Amplifying Amplify

2 minute read

Amplify is a project maintained by the State Library of NSW for crowdsourcing the transcription of Oral History recordings. It is being used to generate transcripts of some of their extensive catalogue of OH recordings. Amplify starts with the results of an Automatic Speech Recognition system and presents these to users of the platform for correction and validation. Amplify is great! I’d encourage you to go along and try out the correction process.

I’m interested in how OH transcripts might be enhanced with the application of Natural Language Processing techniques.  As part of the Alveo project, we’re working on developing tools to help with recording, archiving and enhancing OH recordings.  As a platform for experimenting with this I’ve built a little web application that takes transcripts from the State Library’s Amplify platform and puts them through a few NLP processes and then presents the results.  This is now available online as Amplify Amplifier.

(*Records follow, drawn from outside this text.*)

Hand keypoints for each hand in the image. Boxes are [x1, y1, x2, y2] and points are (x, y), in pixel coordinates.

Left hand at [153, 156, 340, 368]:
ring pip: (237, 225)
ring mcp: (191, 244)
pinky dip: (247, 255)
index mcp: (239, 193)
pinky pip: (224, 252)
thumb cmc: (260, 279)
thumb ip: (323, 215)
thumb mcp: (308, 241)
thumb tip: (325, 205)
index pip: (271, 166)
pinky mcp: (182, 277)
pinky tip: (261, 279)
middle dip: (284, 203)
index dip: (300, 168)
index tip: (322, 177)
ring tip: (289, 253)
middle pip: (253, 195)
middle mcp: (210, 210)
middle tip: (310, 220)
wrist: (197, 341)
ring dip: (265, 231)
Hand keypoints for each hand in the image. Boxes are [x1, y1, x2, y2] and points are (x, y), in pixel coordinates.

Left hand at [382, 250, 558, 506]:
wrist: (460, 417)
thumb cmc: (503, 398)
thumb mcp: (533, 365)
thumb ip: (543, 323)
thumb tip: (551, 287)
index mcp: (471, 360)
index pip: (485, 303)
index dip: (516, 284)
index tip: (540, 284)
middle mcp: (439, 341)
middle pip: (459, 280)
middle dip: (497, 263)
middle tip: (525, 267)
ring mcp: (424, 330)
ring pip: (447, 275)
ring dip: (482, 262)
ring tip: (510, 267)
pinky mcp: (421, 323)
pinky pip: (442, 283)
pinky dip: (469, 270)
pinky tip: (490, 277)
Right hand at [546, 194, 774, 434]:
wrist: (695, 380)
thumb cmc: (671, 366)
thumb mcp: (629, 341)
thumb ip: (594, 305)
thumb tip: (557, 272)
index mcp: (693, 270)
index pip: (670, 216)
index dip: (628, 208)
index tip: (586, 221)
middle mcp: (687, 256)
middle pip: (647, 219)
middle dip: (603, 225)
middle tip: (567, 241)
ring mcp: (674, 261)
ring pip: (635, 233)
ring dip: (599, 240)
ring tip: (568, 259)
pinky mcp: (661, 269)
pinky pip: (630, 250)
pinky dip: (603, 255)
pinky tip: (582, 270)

The app will process any transcript from Amplify that has a 100% completed rating.  This should mean that it has been corrected and verified by users but there are some wrinkles in Amplify (that SLNSW know about) that mean that often errors slip through the net.  The app applies three processes at the moment:

  • Topic segmentation using the NLTK implementation of Marti Hearst’s text-tiling algorithm. This chunks the interview into topics based on the distribution of words in the text.
  • For each topic, we find keywords that are more common in that topic than in the rest of the text using the TF-IDF metric.  This is an attempt to identify the main concepts in each topic.
  • For each topic, we use the DB-Pedia Spotlight named entity linking service to find the names of people, places and concepts and link them to relevant entries in DBPedia (a machine readable version of Wikipedia).

All of this is presented in the page with buttons to allow you to play each topic.

The results are interesting. The topics that Text Tiling finds do give an idea of the overall structure of the interview, although in many cases it is over-segmenting.  Keywords give some idea of what each topic is about and sometimes seem to act as a nice summary; other times they are entirely un-useful, such as the single keyword ‘er’ - although I guess this means the speaker is hesitating a lot in that chunk.

Named entities are perhaps the most random aspect of the result. This is not too surprising since we are using a system trained on very different kinds of text in the context of Australian oral histories.  So it will try to find the most common entity to link to a name or place and often end up with Harry Potter or some other popular icon rather than a local alternative.

There is a lot of scope here for improving the results that are generated. However, I’m interested in feedback from OH researchers and other readers of these transcripts to see if this kind of presentation is useful at all.   How could this be improved? What other elements of the text could be brought out in a useful way?

I’ll continue to experiment with this and hopefully develop some more useful tools with some feedback from interested users.